Featured image: Ali Naser Mohamad

The Houthis and the former President of South Yemen introduced somewhat similar peace proposals for ending the War on Yemen.

The first move in this direction was made during last week’s Valdai Conference on Russia’s role in the Mideast, when Ali Naser Mohamad, who presided over the People’s Democratic Republic of Yemen from 1980-1986, issued an 8-point plan for resolving the conflict in which his most unique suggestion was to “initiate a dialogue between all the political forces on the establishment of a two-region federal state.” This was clearly in reference to the Southern Transitional Council’s (STC) seizure of Aden, their former capital, from Hadi’s government at the end of January after the internationally recognized leader refused to reform his Cabinet and reportedly ordered that force be used against the protesting Southerners.

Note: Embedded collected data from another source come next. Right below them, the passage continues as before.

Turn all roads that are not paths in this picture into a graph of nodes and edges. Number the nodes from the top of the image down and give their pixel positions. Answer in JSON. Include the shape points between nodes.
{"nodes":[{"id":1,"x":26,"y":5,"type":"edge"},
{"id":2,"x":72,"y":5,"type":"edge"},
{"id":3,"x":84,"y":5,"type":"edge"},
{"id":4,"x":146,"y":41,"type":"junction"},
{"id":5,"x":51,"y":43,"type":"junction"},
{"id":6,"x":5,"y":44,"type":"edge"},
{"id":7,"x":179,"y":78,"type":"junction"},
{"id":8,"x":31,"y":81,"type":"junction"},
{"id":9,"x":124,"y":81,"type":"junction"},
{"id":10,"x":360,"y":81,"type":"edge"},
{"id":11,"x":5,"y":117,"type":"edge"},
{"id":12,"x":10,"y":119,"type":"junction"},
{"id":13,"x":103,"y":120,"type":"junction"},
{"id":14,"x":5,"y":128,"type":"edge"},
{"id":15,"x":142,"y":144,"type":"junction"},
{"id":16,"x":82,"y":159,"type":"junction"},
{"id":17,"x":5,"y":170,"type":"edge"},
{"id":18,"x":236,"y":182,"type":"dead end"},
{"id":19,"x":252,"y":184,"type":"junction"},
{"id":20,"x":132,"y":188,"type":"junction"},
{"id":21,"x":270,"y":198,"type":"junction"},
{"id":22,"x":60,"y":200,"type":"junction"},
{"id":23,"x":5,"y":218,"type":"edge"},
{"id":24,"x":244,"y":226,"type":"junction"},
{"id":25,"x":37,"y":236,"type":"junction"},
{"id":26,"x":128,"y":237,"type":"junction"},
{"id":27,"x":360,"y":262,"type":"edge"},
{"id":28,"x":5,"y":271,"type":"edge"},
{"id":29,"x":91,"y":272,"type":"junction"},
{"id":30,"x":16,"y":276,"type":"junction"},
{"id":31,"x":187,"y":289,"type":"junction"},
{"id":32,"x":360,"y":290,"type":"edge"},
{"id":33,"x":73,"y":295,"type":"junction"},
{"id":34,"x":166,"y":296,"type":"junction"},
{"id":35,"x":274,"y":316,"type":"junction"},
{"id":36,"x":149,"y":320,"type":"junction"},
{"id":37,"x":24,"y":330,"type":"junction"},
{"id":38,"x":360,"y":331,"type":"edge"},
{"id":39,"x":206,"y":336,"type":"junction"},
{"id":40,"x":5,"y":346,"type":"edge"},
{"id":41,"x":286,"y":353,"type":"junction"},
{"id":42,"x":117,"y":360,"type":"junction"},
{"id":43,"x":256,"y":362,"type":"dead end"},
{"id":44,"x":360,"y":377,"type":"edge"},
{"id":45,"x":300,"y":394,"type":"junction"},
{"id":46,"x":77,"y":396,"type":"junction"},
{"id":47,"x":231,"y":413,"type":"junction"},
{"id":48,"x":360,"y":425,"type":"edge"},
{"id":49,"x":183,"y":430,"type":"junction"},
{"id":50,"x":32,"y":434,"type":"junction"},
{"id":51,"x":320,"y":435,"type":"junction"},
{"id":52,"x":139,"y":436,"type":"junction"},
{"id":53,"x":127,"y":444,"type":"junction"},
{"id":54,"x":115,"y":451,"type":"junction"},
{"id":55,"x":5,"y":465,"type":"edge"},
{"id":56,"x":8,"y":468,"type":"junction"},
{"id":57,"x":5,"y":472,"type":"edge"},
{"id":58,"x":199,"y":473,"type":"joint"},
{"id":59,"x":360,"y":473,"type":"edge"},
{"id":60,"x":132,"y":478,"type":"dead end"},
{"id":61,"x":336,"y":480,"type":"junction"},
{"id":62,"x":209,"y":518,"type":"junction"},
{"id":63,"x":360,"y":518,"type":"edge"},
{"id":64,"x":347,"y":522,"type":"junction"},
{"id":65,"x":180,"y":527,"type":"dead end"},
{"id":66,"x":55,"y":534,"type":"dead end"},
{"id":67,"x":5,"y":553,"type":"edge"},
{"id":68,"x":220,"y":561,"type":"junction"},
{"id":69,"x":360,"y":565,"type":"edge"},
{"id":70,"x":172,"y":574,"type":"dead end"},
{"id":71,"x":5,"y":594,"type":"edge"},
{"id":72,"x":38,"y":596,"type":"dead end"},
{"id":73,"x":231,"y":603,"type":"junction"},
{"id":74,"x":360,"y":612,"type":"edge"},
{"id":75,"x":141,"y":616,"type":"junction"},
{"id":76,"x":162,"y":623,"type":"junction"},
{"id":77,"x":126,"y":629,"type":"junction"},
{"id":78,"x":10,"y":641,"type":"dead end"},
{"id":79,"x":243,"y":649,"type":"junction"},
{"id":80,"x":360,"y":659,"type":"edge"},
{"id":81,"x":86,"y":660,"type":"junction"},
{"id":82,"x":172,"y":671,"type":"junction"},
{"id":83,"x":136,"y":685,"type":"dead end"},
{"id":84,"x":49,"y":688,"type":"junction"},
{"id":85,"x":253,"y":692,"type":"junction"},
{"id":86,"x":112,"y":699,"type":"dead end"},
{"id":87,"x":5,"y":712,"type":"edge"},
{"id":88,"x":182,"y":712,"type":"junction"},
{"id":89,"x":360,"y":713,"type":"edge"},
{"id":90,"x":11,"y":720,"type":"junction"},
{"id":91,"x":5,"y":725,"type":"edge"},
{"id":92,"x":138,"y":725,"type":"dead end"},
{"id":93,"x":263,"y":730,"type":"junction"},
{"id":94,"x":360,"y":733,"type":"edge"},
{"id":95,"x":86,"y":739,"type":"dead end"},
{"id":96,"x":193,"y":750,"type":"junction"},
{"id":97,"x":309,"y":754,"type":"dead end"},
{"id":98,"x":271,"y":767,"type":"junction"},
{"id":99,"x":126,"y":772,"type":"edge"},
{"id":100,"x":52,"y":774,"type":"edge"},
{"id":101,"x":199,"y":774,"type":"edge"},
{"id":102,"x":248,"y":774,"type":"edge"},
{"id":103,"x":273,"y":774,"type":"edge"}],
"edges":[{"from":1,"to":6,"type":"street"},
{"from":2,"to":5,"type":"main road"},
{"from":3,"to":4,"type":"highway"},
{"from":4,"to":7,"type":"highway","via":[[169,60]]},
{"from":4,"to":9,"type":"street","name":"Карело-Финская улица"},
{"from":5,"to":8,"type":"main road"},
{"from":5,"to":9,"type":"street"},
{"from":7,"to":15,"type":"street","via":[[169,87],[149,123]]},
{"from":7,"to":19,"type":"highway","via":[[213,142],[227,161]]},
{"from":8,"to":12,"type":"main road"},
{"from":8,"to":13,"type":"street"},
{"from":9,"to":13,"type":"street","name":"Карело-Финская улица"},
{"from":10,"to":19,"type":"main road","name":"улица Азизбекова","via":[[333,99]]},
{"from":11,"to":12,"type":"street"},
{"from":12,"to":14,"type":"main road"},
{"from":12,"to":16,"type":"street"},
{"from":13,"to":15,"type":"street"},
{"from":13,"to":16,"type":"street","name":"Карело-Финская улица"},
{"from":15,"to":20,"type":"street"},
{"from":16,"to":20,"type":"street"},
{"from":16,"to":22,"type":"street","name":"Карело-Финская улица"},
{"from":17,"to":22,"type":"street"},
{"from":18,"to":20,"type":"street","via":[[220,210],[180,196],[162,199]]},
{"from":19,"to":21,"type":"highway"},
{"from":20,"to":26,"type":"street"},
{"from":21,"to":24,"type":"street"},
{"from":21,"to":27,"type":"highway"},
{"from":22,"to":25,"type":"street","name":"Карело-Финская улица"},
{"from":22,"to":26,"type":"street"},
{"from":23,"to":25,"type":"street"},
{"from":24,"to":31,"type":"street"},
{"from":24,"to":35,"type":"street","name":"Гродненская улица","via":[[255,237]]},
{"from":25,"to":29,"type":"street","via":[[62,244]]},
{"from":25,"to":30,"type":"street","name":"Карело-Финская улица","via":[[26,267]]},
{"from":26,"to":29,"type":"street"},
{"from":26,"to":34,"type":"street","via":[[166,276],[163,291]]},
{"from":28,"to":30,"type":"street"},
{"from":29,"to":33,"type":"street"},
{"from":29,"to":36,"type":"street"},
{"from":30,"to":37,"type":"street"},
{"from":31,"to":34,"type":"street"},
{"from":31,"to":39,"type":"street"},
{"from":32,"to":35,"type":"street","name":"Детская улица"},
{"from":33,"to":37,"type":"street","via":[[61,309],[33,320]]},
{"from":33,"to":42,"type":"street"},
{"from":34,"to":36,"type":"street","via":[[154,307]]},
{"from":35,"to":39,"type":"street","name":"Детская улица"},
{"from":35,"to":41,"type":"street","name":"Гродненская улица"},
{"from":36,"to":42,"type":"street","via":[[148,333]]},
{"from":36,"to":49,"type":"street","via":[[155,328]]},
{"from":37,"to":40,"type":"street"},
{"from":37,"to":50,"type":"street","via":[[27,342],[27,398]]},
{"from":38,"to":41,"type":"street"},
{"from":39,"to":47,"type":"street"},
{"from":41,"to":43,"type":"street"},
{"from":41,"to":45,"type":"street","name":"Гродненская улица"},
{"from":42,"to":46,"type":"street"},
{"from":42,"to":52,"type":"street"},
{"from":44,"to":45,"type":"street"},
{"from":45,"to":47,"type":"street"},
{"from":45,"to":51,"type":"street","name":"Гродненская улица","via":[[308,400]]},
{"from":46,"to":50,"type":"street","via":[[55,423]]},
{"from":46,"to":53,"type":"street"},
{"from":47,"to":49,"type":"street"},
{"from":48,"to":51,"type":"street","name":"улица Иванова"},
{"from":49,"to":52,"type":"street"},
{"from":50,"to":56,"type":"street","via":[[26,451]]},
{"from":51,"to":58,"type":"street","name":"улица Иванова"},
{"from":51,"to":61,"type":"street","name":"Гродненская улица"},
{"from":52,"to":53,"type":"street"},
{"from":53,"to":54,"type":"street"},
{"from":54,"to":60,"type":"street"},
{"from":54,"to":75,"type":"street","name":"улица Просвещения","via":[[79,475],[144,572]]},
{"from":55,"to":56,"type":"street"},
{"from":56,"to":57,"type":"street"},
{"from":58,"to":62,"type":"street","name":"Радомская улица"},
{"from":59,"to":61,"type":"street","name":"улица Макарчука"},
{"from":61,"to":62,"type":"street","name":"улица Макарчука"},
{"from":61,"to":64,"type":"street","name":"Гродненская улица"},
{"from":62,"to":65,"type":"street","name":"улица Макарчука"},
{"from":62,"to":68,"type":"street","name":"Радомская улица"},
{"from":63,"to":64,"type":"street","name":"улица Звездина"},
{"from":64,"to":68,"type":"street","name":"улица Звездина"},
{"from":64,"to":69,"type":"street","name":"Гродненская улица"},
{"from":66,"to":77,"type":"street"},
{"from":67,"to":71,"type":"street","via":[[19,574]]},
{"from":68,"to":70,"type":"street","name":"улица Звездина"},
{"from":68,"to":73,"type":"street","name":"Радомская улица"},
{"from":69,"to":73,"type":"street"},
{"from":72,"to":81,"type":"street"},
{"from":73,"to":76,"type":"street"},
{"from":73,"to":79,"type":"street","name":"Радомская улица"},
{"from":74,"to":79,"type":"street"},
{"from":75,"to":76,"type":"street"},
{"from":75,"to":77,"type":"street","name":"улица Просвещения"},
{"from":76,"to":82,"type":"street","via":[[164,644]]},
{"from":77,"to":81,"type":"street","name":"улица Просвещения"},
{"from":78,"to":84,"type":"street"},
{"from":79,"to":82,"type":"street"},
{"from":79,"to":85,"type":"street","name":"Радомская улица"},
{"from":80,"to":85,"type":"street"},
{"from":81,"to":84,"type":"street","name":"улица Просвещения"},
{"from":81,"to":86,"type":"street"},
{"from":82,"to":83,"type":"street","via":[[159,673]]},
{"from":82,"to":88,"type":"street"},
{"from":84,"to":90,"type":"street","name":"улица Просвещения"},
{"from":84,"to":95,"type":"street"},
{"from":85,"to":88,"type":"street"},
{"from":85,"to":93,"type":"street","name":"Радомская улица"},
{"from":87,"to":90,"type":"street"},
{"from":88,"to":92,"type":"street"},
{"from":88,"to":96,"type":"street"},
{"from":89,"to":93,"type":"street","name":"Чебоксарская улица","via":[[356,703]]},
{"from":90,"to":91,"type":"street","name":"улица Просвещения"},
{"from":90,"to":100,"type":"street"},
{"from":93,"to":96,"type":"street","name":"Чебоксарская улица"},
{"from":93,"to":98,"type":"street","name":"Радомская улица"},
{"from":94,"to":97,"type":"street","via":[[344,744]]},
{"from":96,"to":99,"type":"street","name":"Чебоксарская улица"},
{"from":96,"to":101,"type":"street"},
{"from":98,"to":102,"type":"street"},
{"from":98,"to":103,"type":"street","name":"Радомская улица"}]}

Federalization has long been thought of as a “compromise” between wartime allies Saudi Arabia and the UAE, the first of which began the war in order to reinstall Hadi as Yemen’s President while the latter is thought of having a favorable approach towards the Southern separatists.

As for the Houthis’ proposal, it interestingly mirrored most of what the former South Yemeni leader proposed, albeit with its own nuances. Both sides want an end to the war, new elections, and UNSC support, though they seem to differ over some technicalities. Whereas the South wants a federal solution, the Houthis importantly suggest that all contested issues be decided by a referendum, with the implication being that it would be a nationwide one where the more populous North would have the electoral power to reject any regional-centric proposal put forth by the South. The issues of South Yemen’s autonomy and the country’s corresponding constitutional reform to legalize this desired status seem to be the primary difference between each party’s peace proposals.

In the stalemated military situation that defines the present day, neither side is able to enforce their will on the other, but the most important observation is that the political will for peace invariably exists in the territories that used to comprise the independent countries of North and South Yemen.

Extrapolating from this, it can be deduced that each of their populations are completely exasperated by this war, especially the majority of the country that resides in the North and has been forced to endure the insufferable humanitarian consequences of the coalition’s war against the Houthis for over the past three years now. Likewise, presuming that the former South Yemeni President was speaking in a semi-official capacity and “testing the waters” at Valdai, the conclusion can be reached that the STC is “moderating” its independence aspirations and willing to settle for federalization, at least at this stage, which of course appeals to the Saudis and the Houthis for different reasons and makes it easier to begin a dialogue on ending the war.

In the coming future, all sides will likely readjust their positions somewhat as they politically jockey with one another in preparing for inevitable peace talks, and it’s here where Russia could play a strategic role in facilitating this by mediating or possibly even hosting this dialogue whenever it ultimately happens.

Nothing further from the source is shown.